CHAPITRE XXVII

En haut, la chambre était déjà faite, et le colonel, qui s'était attendu à trouver peut-être de la pagaille, fut content.

– Mets-toi un peu à côté, dit-il. – Puis il se souvint d'ajouter : – S'il te plaît.

Elle se plaça à côté du tableau, et il la regarda d'où il l'avait contemplé la veille.

– Il n'y a pas de comparaison, bien sûr, dit-il. Je ne parle pas de la ressemblance. La ressemblance est parfaite.

– Était-il censé y avoir une comparaison ? demanda la jeune fille, rejetant la tête en arrière, toute droite dans le chandail noir du portrait.

– Naturellement non. Mais la nuit dernière, et au petit jour, j'ai parlé au portrait comme si c'était toi.
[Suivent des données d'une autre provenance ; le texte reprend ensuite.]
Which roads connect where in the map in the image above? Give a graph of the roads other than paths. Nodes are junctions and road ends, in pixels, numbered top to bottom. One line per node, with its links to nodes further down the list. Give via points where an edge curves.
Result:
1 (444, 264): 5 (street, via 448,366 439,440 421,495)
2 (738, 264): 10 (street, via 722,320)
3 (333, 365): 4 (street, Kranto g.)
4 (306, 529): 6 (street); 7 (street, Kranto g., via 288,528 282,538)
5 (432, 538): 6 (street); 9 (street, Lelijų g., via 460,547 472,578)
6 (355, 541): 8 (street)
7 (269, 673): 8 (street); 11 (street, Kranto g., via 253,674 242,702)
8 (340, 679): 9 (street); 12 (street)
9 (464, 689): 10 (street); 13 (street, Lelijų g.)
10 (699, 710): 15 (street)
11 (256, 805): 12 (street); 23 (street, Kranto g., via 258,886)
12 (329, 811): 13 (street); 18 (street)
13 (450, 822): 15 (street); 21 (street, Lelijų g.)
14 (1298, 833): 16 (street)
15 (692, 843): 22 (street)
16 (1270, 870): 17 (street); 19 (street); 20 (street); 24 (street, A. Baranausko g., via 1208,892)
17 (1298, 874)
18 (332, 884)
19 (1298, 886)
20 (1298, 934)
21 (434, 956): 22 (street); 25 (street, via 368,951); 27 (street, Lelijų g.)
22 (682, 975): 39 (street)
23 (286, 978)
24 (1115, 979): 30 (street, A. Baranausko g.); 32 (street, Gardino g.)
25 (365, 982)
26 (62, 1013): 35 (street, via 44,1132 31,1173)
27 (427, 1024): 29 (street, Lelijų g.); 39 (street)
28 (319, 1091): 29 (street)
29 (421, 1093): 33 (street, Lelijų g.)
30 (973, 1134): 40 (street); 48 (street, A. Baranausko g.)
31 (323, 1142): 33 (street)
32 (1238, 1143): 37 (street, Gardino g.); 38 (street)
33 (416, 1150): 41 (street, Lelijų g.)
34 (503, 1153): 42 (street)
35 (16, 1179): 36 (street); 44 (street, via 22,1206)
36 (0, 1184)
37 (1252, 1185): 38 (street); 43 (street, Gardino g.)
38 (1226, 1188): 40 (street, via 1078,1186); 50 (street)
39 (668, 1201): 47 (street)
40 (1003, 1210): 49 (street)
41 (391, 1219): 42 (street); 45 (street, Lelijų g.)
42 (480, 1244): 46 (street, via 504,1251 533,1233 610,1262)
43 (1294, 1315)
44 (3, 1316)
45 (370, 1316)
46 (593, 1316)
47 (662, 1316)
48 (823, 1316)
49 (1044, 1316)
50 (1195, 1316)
– C'était gentil de ta part, et cela montre qu'il a eu son utilité.

Ils étaient étendus sur le lit, maintenant, et la jeune fille lui demanda :

– Tu ne fermes jamais les fenêtres ?

– Non. Et toi ?

– Seulement quand il pleut.

– Tu crois que nous nous ressemblons beaucoup ?

– Je ne sais pas. Nous n'avons guère eu d'occasions de le découvrir.

– D'occasion véritable, non jamais. Mais nous en avons eu assez pour que je puisse le dire.

– Et à quoi diable cela t'avance-t-il de pouvoir le dire ? demanda le colonel.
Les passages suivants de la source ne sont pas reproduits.